Show that the relation R in the set A of all books in a college library, defined as R = {(x, y): x and y have same number of pages}, is an equivalence relation.

Solution:

Reflexive: Every book has same number of pages as itself.
Symmetric: If x and y have same pages, then y and x also do.
Transitive: If x and y same, and y and z same ⇒ x and z same.

Hence R is an equivalence relation.

Q8.

Show that the relation R in A = {1, 2, 3, 4, 5} given by R = {(a, b): |a – b| is even} is an equivalence relation.
Also show that all elements of {1, 3, 5} are related and of {2, 4} are related, but none between them.

Solution:

Reflexive: |a – a| = 0 (even).
Symmetric: |a – b| = |b – a|.
Transitive: If |a – b| and |b – c| even ⇒ (a – b) and (b – c) even ⇒ (a – c) even.

Equivalence relation.
Classes: {1, 3, 5} (odd) and {2, 4} (even). No cross-relation.

Q9.

Show that each relation R in A = {x ∈ Z | 0 ≤ x ≤ 12}, given by:
(i) R = {(a, b): |a – b| is a multiple of 4},
(ii) R = {(a, b): a = b},
is an equivalence relation.

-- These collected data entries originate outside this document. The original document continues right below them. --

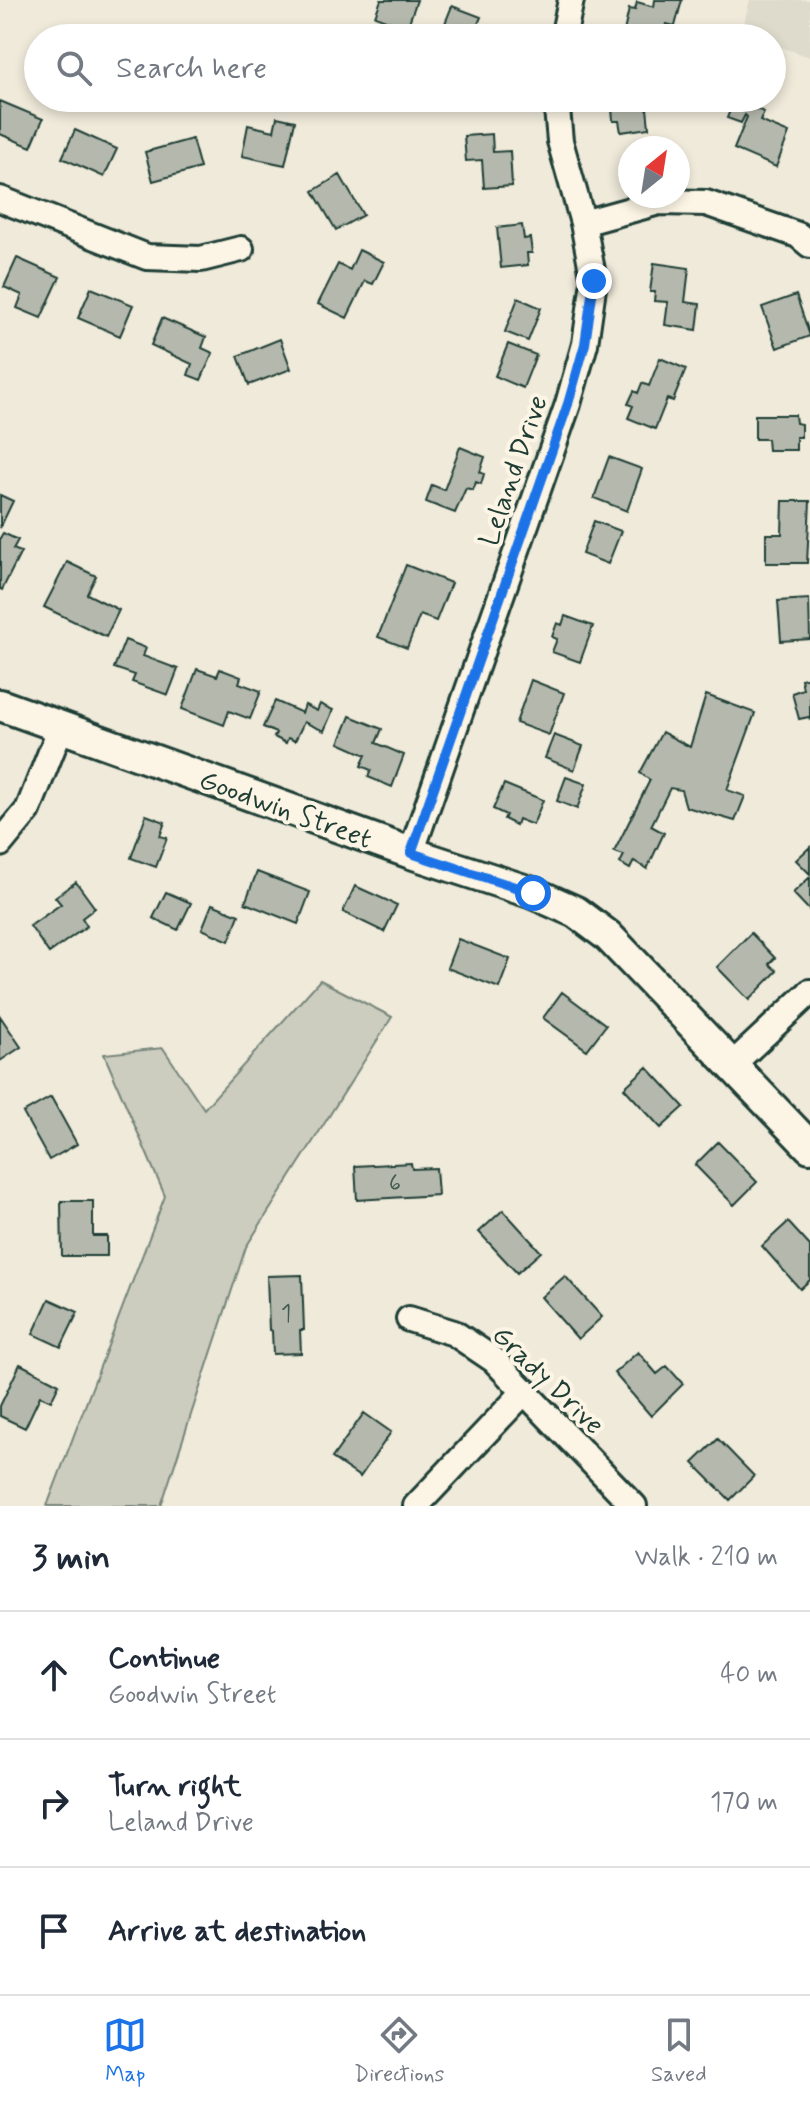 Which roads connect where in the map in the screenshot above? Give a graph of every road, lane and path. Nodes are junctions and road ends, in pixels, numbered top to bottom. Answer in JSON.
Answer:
{"nodes":[{"id":1,"x":571,"y":0,"type":"edge"},
{"id":2,"x":566,"y":24,"type":"edge"},
{"id":3,"x":557,"y":112,"type":"edge"},
{"id":4,"x":0,"y":199,"type":"edge"},
{"id":5,"x":583,"y":223,"type":"junction"},
{"id":6,"x":810,"y":245,"type":"edge"},
{"id":7,"x":241,"y":249,"type":"dead end"},
{"id":8,"x":0,"y":705,"type":"edge"},
{"id":9,"x":61,"y":727,"type":"junction"},
{"id":10,"x":0,"y":844,"type":"edge"},
{"id":11,"x":411,"y":853,"type":"junction"},
{"id":12,"x":810,"y":992,"type":"edge"},
{"id":13,"x":733,"y":1064,"type":"junction"},
{"id":14,"x":810,"y":1147,"type":"edge"},
{"id":15,"x":409,"y":1319,"type":"dead end"},
{"id":16,"x":525,"y":1391,"type":"junction"},
{"id":17,"x":416,"y":1506,"type":"edge"},
{"id":18,"x":634,"y":1506,"type":"edge"}],
"edges":[{"from":1,"to":2,"type":"street"},
{"from":3,"to":5,"type":"street","name":"Leland Drive"},
{"from":4,"to":7,"type":"street"},
{"from":5,"to":6,"type":"street"},
{"from":5,"to":11,"type":"street","name":"Leland Drive"},
{"from":8,"to":9,"type":"street","name":"Goodwin Street"},
{"from":9,"to":10,"type":"street"},
{"from":9,"to":11,"type":"street","name":"Goodwin Street"},
{"from":11,"to":13,"type":"street","name":"Goodwin Street"},
{"from":12,"to":13,"type":"street"},
{"from":13,"to":14,"type":"street","name":"Goodwin Street"},
{"from":15,"to":16,"type":"street","name":"Grady Drive"},
{"from":16,"to":17,"type":"street"},
{"from":16,"to":18,"type":"street","name":"Grady Drive"}]}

Find the set of all elements related to 1 in each case.

Solution:

(i)

Reflexive: |a – a| = 0 ⇒ multiple of 4.
Symmetric: |a – b| = |b – a|.
Transitive: If |a – b| and |b – c| multiples of 4 ⇒ |a – c| multiple of 4.
✅ Equivalence.

Elements related to 1: b such that |1 – b| multiple of 4 → b = 1, 5, 9 (within 0–12).

(ii)

a = b ⇒ reflexive, symmetric, transitive
Elements related to 1 ⇒ {1}.

Q10.

Give an example of a relation which is:

(i) Symmetric but neither reflexive nor transitive.
(ii) Transitive but neither reflexive nor symmetric.
(iii) Reflexive and symmetric but not transitive.
(iv) Reflexive and transitive but not symmetric.
(v) Symmetric and transitive but not reflexive.

Solution:

(i) R = {(1, 2), (2, 1)} on A = {1, 2, 3}.
(ii) R = {(1, 2), (2, 3), (1, 3)}
(iii) R = {(1, 1), (2, 2), (1, 2), (2, 1)}
(iv) R = {(1, 1), (2, 2), (1, 2), (1, 3)}
(v) R = {(1, 2), (2, 1)}

Q11.

Show that the relation $R$ in the set $A$ of points in the plane given by

$R = {(P, Q) : distance of P from the origin = distance of Q from the origin}$

is an equivalence relation. Further, show that the set of all points related to a point $P \neq (0, 0)$ is the circle with centre at the origin passing through $P$ .

Solution.
Let the origin be $O$ . For points $P, Q, R$ :

Reflexive: Distance of $P$ from $O$ equals itself, so $(P, P) \in R$ for every $P$ . Thus $R$ is reflexive.
Symmetric: If $(P, Q) \in R$ then $∣ O P ∣ = ∣ O Q ∣$ . That equality is symmetric, so $∣ O Q ∣ = ∣ O P ∣$ and $(Q, P) \in R$ . Thus $R$ is symmetric.
Transitive: If $(P, Q) \in R$ and $(Q, R) \in R$ , then $∣ O P ∣ = ∣ O Q ∣$ and $∣ O Q ∣ = ∣ O R ∣$ . Hence $∣ O P ∣ = ∣ O R ∣$ and $(P, R) \in R$ . Thus $R$ is transitive.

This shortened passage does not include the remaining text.